[Collected data]

▼▼▼

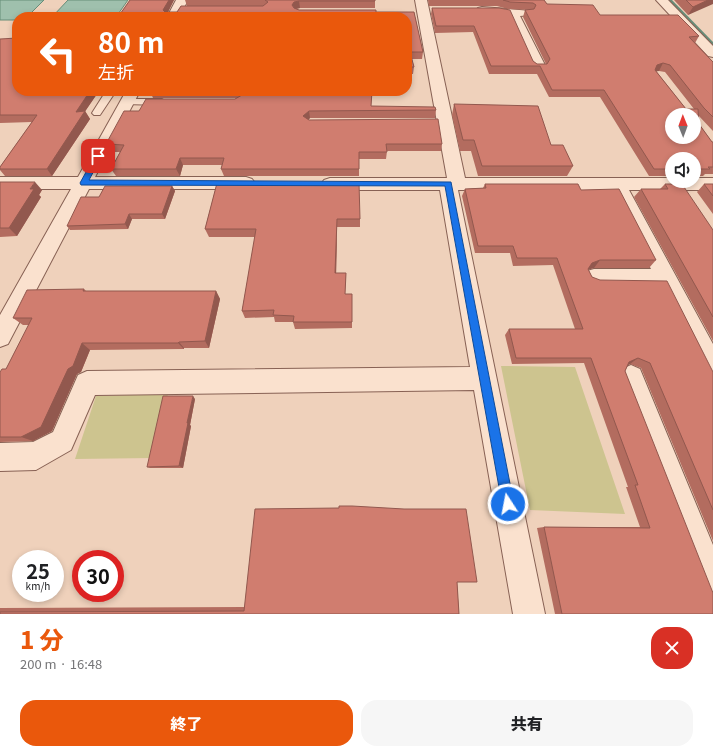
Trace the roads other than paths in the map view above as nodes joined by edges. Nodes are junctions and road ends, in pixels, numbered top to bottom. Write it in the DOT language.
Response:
graph roads {
  1 [pos="662,0"];
  2 [pos="422,7"];
  3 [pos="438,10"];
  4 [pos="467,10"];
  5 [pos="408,12"];
  6 [pos="513,13"];
  7 [pos="527,13"];
  8 [pos="713,53"];
  9 [pos="539,67"];
  10 [pos="108,96"];
  11 [pos="130,97"];
  12 [pos="174,102"];
  13 [pos="97,113"];
  14 [pos="0,183"];
  15 [pos="84,183"];
  16 [pos="266,183"];
  17 [pos="314,184"];
  18 [pos="452,184"];
  19 [pos="617,184"];
  20 [pos="665,184"];
  21 [pos="701,184"];
  22 [pos="713,184"];
  23 [pos="684,188"];
  24 [pos="693,202"];
  25 [pos="594,277"];
  26 [pos="666,278"];
  27 [pos="0,337"];
  28 [pos="713,368"];
  29 [pos="631,377"];
  30 [pos="485,378"];
  31 [pos="0,457"];
  32 [pos="713,583"];
  33 [pos="529,614"];
  1 -- 8 [label="street"];
  2 -- 3 [label="street"];
  2 -- 5 [label="street"];
  2 -- 18 [label="street"];
  4 -- 6 [label="street"];
  6 -- 7 [label="street"];
  6 -- 9 [label="street"];
  10 -- 13 [label="lane"];
  11 -- 12 [label="lane"];
  11 -- 15 [label="street"];
  14 -- 15 [label="street"];
  15 -- 16 [label="street"];
  15 -- 27 [label="street"];
  17 -- 18 [label="street"];
  18 -- 19 [label="street"];
  18 -- 30 [label="street"];
  19 -- 20 [label="street"];
  19 -- 26 [label="street"];
  21 -- 22 [label="street"];
  23 -- 24 [label="street"];
  25 -- 26 [label="street"];
  26 -- 28 [label="street"];
  29 -- 32 [label="street"];
  30 -- 31 [label="street"];
  30 -- 33 [label="street"];
}
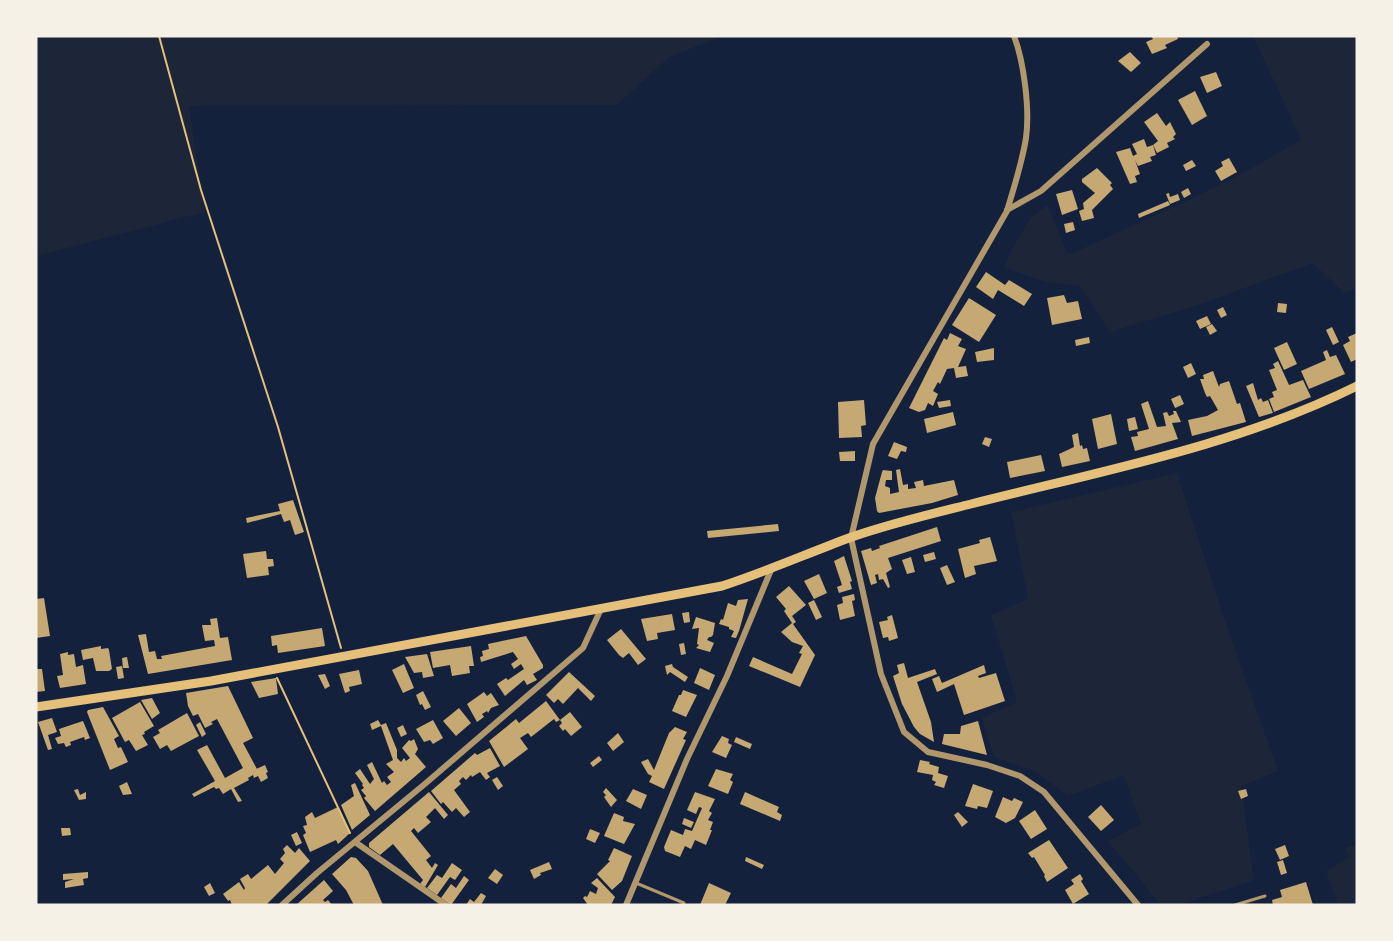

▲▲▲

Your answer must be an exact copy of the entries above, with no pictures in it.

Trace the roads other than paths in the map view above as nodes joined by edges. Nodes are junctions and road ends, in pixels, numbered top to bottom. Write it in the DOT language.
Response:
graph roads {
  1 [pos="662,0"];
  2 [pos="422,7"];
  3 [pos="438,10"];
  4 [pos="467,10"];
  5 [pos="408,12"];
  6 [pos="513,13"];
  7 [pos="527,13"];
  8 [pos="713,53"];
  9 [pos="539,67"];
  10 [pos="108,96"];
  11 [pos="130,97"];
  12 [pos="174,102"];
  13 [pos="97,113"];
  14 [pos="0,183"];
  15 [pos="84,183"];
  16 [pos="266,183"];
  17 [pos="314,184"];
  18 [pos="452,184"];
  19 [pos="617,184"];
  20 [pos="665,184"];
  21 [pos="701,184"];
  22 [pos="713,184"];
  23 [pos="684,188"];
  24 [pos="693,202"];
  25 [pos="594,277"];
  26 [pos="666,278"];
  27 [pos="0,337"];
  28 [pos="713,368"];
  29 [pos="631,377"];
  30 [pos="485,378"];
  31 [pos="0,457"];
  32 [pos="713,583"];
  33 [pos="529,614"];
  1 -- 8 [label="street"];
  2 -- 3 [label="street"];
  2 -- 5 [label="street"];
  2 -- 18 [label="street"];
  4 -- 6 [label="street"];
  6 -- 7 [label="street"];
  6 -- 9 [label="street"];
  10 -- 13 [label="lane"];
  11 -- 12 [label="lane"];
  11 -- 15 [label="street"];
  14 -- 15 [label="street"];
  15 -- 16 [label="street"];
  15 -- 27 [label="street"];
  17 -- 18 [label="street"];
  18 -- 19 [label="street"];
  18 -- 30 [label="street"];
  19 -- 20 [label="street"];
  19 -- 26 [label="street"];
  21 -- 22 [label="street"];
  23 -- 24 [label="street"];
  25 -- 26 [label="street"];
  26 -- 28 [label="street"];
  29 -- 32 [label="street"];
  30 -- 31 [label="street"];
  30 -- 33 [label="street"];
}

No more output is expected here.